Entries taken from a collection
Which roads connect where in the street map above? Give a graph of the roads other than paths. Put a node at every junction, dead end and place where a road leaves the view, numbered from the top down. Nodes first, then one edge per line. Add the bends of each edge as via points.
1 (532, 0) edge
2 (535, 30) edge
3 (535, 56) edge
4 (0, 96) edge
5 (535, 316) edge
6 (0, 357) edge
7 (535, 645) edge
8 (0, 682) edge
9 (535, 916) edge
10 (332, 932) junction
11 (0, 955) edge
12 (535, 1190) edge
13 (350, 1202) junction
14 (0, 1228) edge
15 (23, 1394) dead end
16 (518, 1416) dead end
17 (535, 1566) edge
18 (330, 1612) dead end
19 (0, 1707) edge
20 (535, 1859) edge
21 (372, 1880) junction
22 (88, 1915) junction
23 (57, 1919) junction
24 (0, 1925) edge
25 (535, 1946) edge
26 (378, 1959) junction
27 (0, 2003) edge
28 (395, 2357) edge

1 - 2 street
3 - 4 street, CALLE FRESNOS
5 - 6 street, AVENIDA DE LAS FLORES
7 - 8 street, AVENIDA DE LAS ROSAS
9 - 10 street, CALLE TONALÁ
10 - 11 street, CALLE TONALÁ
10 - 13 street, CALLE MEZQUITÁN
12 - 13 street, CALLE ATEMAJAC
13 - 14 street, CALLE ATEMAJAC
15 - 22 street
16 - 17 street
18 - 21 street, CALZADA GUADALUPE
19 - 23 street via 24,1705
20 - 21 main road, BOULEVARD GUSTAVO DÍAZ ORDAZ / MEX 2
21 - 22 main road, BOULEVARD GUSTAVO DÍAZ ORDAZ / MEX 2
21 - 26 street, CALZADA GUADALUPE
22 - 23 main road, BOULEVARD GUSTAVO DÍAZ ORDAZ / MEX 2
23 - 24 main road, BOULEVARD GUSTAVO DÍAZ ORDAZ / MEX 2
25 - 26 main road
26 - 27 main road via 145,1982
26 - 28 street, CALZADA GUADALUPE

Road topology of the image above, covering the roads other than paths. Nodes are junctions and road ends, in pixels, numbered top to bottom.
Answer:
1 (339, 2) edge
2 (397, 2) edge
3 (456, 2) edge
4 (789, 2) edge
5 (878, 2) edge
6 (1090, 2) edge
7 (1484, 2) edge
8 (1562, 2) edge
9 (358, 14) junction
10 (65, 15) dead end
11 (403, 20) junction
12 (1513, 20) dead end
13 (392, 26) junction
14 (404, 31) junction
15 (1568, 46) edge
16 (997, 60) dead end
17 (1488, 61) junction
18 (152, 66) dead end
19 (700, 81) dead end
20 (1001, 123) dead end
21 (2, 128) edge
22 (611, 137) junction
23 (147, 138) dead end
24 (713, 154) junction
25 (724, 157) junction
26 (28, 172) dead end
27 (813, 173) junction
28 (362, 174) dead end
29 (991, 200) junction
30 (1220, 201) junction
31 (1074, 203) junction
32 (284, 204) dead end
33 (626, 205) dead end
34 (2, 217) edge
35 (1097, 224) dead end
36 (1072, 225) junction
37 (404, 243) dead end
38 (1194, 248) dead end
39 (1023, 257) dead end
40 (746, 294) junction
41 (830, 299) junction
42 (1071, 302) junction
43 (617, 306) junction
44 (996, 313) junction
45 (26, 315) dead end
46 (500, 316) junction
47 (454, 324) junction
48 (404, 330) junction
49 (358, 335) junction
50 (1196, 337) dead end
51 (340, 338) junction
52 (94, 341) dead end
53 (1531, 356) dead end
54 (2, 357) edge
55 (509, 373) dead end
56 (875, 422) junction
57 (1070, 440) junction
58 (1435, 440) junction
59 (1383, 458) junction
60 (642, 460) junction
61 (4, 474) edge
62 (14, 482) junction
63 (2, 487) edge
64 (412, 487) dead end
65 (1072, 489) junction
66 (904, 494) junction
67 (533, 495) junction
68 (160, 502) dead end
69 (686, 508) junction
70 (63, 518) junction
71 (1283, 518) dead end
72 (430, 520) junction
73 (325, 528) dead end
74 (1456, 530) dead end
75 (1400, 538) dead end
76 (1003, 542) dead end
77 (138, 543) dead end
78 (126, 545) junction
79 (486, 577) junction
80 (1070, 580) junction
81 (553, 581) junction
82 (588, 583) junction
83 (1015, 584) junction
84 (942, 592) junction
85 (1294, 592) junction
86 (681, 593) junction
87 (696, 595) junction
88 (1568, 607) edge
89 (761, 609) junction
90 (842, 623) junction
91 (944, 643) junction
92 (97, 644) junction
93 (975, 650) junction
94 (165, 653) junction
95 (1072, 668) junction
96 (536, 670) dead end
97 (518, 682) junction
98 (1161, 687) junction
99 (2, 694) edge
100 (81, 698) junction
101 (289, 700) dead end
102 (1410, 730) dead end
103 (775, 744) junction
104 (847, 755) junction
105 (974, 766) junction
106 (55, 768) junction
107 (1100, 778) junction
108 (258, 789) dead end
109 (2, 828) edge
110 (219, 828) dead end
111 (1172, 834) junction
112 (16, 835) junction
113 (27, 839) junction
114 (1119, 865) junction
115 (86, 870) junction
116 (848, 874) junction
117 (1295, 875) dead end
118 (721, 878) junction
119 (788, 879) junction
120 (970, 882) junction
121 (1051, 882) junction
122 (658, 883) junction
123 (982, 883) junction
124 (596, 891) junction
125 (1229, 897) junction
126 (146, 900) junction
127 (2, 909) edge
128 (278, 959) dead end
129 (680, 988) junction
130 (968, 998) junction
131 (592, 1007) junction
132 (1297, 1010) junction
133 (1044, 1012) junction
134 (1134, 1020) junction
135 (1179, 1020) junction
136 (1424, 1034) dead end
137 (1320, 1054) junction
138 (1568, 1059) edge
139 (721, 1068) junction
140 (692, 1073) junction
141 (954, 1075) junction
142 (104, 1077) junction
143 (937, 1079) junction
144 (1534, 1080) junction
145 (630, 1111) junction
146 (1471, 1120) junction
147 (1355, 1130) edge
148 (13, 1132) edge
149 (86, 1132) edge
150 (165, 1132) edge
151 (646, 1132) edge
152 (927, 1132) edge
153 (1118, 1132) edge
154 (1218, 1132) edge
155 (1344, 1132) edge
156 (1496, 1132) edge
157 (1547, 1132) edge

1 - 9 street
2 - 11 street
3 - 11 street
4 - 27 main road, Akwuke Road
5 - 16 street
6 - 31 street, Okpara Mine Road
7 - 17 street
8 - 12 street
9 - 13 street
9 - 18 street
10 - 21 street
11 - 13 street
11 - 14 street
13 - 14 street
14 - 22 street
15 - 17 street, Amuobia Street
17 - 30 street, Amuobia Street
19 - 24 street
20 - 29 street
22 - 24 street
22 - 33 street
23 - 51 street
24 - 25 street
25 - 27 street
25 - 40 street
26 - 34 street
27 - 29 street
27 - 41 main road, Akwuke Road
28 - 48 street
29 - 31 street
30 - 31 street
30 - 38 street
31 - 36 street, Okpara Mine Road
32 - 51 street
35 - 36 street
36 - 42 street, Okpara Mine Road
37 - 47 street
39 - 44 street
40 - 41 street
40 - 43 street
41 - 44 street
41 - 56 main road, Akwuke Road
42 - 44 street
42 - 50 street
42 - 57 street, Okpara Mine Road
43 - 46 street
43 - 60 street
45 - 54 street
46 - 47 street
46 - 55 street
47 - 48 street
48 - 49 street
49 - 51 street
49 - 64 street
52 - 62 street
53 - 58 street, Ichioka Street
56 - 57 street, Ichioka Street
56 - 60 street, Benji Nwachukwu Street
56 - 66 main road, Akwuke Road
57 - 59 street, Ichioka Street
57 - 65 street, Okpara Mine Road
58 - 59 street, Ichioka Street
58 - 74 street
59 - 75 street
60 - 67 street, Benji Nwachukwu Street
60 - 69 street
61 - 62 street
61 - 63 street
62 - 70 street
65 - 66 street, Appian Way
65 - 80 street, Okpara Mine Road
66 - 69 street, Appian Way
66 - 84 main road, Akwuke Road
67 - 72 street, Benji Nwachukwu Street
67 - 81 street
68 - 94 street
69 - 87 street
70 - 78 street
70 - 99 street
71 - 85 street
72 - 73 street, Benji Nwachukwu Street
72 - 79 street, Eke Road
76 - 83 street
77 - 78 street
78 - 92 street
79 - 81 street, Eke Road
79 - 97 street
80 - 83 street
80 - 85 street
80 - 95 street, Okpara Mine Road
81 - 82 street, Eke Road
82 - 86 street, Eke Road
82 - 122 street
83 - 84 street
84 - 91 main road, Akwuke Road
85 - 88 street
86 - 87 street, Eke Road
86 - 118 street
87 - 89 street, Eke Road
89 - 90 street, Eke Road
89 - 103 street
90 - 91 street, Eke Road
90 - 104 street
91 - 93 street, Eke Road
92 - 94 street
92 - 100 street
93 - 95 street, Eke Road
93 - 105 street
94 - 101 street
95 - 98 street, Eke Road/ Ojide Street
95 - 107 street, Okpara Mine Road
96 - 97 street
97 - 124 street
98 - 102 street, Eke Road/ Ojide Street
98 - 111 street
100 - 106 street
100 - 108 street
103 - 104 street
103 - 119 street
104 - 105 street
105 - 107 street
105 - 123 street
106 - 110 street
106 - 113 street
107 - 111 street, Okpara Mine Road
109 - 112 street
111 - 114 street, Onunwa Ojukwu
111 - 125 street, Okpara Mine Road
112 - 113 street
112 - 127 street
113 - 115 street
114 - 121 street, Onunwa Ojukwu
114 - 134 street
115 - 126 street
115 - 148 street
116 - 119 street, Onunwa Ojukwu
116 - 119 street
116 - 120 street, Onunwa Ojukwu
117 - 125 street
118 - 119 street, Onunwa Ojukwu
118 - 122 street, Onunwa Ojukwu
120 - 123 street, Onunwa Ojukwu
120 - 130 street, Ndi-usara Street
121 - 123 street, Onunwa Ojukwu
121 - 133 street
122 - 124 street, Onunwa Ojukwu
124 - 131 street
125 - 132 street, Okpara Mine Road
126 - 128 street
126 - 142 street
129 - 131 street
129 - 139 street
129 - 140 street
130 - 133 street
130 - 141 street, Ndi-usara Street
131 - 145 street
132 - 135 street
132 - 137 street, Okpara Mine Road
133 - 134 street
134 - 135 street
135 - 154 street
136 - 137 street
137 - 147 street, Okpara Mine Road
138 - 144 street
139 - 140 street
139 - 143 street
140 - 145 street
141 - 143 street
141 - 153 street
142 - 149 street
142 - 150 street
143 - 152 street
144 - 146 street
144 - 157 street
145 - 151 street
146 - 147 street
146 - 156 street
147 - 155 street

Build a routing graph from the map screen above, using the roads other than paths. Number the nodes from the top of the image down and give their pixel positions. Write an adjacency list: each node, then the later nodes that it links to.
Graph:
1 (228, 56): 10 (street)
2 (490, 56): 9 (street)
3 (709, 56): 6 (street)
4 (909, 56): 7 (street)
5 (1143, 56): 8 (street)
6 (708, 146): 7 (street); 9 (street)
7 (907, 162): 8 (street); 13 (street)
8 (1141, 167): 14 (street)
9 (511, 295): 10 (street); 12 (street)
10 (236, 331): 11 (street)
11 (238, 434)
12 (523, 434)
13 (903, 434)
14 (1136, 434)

■ The problem: Only a number is expected: the count of lines in the data that contain the word "ATEMAJAC".

■ Solved problem: 2